Der Sänger und Songwriter Erasmo Carlos war einer der frühesten Rock’n’Roller in der brasilianischen Szene. Während der frühen Sechziger begann er mit Adaptionen westlicher Rock-Musik, die er mit seinem Songschreiber-Partner Roberto Carlos (nicht verwandt oder verschwägert) produzierte und arrangierte.
Als zentrale Figuren der jungen Garde der brasilianischen Pop-Musik erreichten die beiden ein Millionen-Publikum mit seichter Pop/Rock-Musik, der Erfolg beschränkte sich nur auf den brasilianischen Markt, im Ausland blieb Brasilien zunächst nur durch Samba und Bossa Nova präsent.
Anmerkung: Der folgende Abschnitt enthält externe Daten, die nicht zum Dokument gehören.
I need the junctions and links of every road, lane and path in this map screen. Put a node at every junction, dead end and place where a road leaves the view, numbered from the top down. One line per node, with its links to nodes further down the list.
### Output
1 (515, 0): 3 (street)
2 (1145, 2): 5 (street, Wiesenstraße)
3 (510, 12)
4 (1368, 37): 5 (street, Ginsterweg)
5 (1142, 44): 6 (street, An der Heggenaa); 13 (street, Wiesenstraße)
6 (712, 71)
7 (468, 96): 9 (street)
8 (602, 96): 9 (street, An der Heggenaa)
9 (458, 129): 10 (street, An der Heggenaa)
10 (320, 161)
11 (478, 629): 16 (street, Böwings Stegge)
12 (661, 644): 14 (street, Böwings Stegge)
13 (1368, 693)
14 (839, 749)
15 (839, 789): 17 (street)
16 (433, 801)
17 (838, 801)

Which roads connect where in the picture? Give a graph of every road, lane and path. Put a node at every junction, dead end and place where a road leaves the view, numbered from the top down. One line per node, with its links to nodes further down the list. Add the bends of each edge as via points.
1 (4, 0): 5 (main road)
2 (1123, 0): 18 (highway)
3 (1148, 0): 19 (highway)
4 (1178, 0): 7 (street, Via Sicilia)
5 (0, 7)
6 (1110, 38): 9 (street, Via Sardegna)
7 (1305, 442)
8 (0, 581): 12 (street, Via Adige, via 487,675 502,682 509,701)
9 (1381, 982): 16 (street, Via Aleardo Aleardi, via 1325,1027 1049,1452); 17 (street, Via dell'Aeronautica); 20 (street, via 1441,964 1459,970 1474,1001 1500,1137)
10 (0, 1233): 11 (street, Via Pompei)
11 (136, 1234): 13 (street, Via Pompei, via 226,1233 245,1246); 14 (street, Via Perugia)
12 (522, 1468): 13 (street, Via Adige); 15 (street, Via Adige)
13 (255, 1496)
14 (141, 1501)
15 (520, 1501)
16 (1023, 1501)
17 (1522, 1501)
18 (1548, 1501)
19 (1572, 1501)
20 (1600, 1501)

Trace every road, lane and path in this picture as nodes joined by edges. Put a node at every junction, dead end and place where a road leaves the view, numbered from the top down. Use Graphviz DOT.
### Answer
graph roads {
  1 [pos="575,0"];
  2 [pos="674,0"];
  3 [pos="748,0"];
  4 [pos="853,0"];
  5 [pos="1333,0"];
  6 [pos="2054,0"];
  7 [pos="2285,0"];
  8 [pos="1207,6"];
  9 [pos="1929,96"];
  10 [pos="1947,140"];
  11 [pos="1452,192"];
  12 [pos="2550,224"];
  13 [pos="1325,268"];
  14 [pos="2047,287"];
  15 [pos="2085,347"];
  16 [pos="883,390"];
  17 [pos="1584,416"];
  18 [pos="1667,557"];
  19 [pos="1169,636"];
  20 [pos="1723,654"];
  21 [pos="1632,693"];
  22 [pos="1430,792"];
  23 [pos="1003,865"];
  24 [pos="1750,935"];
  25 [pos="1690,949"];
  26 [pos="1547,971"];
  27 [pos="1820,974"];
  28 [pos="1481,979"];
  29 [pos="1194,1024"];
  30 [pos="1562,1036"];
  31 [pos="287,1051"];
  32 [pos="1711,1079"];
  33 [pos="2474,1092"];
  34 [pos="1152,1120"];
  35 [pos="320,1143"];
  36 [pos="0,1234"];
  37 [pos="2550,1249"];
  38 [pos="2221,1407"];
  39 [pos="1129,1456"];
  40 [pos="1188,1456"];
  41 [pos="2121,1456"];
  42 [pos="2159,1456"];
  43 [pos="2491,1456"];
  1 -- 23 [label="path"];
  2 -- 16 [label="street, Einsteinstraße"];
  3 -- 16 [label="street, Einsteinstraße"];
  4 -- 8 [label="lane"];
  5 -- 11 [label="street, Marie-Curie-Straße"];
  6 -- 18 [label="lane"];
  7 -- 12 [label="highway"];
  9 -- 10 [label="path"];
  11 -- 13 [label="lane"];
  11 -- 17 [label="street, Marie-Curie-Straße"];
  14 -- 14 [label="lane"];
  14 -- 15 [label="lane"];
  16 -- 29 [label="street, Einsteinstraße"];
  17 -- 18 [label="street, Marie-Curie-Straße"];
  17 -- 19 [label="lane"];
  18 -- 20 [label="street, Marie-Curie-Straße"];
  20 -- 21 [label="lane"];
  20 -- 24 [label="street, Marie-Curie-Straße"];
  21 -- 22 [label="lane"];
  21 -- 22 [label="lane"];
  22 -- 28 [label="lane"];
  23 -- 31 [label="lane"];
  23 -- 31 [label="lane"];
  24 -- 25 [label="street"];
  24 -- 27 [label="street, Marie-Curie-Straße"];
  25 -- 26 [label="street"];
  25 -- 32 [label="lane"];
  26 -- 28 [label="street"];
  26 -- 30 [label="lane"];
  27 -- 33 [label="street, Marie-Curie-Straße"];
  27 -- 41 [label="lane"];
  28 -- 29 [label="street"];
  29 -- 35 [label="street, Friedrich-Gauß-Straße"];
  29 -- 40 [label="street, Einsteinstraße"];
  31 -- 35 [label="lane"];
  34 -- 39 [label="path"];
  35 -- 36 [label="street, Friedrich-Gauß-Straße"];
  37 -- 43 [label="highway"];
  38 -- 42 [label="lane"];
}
Dann, ab 1970, begann für Erasmo Carlos seine wohl kreativste, künstlerisch wertvollste Phase. Mit drei Alben führte er die brasilianische Popmusik aus der Samba-Sackgasse, das bescherte ihm leider auch seine schlechtesten Verkaufszahlen.
Das Siebziger-Album „... E Tremendoes“ ist ein Versuch, alle relevanten Stile der MPB zusammenzufassen. Ein paar Cover (Caetano Veloso, Antonio Adolfo und Ary Barrosos inoffizielle brasilianische Hymne „Aquarelo do Brasil“, zudem eigene Songs im Stax-Sound, ein abwechslungsreiches Werk größer als die Summe seiner Teile.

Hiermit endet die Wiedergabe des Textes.